Ms Fovargue said: “I remain concerned about a number of the issues I have previously raised with the council and therefore wish to object.
“It is unreasonable to ask the residents of Hindley and Hindley Green to accept that the traffic congestion will get much worse, maybe for a period of 15 years, before it gets better by virtue of the housing development link road.
“The cumulative impact of existing traffic problems in the area together with the journeys including construction traffic to and from the new development will indeed be severe.
“The only solution would be to complete the link road at the beginning of the development in the very early stage of the first phase
“I question the ability of the council to determine whether the scale and nature of the proposed development is acceptable without being made aware, at this stage, of the traffic impact of specific phases of the development.
“This outline application, for a sizeable percentage of the borough’s future new housing stock, does not propose to include affordable housing at the present time and there is uncertainty about future inclusion.
“It is not in line with the council’s core strategy policies that affordable housing can be not just reduced but excluded altogether. All outline applications should contain an element of affordable housing.”
Ms Fovargue also says caution must be taken in construction work because “many residents remain convinced and concerned that the developer will unearth asbestos as the site is developed.”
She also asked the town hall to carry out a development impact assessment on education provision beyond primary school level and asked for worries about loss of green space and increased likelihood of flooding be taken into account.
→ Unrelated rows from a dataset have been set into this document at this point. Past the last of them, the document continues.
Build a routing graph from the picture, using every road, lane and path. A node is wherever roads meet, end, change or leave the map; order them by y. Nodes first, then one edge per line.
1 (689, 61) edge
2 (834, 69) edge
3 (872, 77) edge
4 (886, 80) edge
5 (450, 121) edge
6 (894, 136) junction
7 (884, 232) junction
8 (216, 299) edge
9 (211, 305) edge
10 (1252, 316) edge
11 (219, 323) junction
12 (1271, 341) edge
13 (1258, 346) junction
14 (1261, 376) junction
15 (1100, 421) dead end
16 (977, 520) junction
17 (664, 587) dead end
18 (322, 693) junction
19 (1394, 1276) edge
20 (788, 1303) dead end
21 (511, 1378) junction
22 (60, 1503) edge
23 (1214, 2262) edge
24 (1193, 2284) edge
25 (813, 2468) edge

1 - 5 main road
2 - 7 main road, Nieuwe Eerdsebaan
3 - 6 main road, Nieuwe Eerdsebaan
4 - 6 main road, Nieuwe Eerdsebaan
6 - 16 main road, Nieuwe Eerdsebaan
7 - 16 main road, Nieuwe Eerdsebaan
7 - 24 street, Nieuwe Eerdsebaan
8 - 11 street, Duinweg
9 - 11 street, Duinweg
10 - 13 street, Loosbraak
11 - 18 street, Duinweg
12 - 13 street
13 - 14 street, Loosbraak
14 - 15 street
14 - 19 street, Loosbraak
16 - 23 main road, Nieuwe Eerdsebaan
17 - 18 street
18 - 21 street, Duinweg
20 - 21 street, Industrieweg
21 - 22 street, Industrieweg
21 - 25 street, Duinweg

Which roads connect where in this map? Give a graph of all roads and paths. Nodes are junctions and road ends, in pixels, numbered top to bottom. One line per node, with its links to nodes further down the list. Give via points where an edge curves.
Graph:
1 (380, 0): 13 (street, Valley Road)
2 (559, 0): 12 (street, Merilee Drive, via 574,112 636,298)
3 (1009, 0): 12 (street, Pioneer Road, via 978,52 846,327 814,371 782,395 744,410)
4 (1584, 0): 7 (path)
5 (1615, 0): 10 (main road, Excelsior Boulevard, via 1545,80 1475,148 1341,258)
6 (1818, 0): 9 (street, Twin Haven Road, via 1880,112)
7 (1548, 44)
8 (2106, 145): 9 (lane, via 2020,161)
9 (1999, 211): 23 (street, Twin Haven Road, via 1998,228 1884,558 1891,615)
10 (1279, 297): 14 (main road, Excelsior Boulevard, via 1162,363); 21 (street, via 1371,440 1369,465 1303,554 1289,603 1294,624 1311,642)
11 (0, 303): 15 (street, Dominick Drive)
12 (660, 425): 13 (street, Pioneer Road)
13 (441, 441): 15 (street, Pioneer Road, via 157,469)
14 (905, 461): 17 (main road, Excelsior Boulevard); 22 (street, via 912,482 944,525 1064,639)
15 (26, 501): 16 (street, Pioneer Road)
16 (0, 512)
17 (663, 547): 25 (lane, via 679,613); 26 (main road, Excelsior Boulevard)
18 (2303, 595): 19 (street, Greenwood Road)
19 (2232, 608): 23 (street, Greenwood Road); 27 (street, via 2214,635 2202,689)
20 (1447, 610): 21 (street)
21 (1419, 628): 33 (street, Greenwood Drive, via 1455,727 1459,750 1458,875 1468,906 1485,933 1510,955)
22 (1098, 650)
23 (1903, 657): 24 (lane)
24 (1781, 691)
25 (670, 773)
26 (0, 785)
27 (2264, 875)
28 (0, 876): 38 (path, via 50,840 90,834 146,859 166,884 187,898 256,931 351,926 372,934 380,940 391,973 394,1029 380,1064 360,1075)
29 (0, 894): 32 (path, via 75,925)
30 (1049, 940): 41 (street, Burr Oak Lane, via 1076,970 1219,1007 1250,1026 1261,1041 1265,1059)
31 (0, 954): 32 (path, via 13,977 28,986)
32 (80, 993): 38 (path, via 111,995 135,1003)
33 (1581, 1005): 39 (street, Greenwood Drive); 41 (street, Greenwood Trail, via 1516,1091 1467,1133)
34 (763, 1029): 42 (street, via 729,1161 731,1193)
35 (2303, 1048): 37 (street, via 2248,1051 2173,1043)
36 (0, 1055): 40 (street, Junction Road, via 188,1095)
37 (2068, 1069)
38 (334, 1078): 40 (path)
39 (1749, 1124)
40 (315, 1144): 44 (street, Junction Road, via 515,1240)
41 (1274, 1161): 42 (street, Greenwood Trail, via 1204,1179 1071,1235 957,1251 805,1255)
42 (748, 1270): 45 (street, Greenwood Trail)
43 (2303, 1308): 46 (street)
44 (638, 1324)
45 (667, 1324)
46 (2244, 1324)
She also asked if, given the Greater Manchester Spatial Framework considerations have revealed Wigan’s housing need projection is 50 per cent lower than originally thought, such a large development is appropriate.
Ms Fovargue’s objection comes as dozens of residents are thought to have written to the council against South of Hindley.
The Facebook group No To South Hindley Urban Village, dedicated to opposing the plan, now has around 2,500 members.
The development has also been vociferously opposed by both Labour and opposition independent councillors in Hindley and Hindley Green.
It is now expected that the planning committee will consider the outline application, which covers access to the site only, towards the end of this year.
Responding to the arrival of Ms Fovargue’s objection letter Becca Heron, Wigan Council’s director for economy and skills, said: “The application has been submitted to the local planning authority and officers dealing with the proposal will assess all of the responses in line with national and local planning policy, including the issues raised by the MP.
“Once all of the information has been assessed, the application will be presented to planning committee for decision, which we anticipate will be in December.”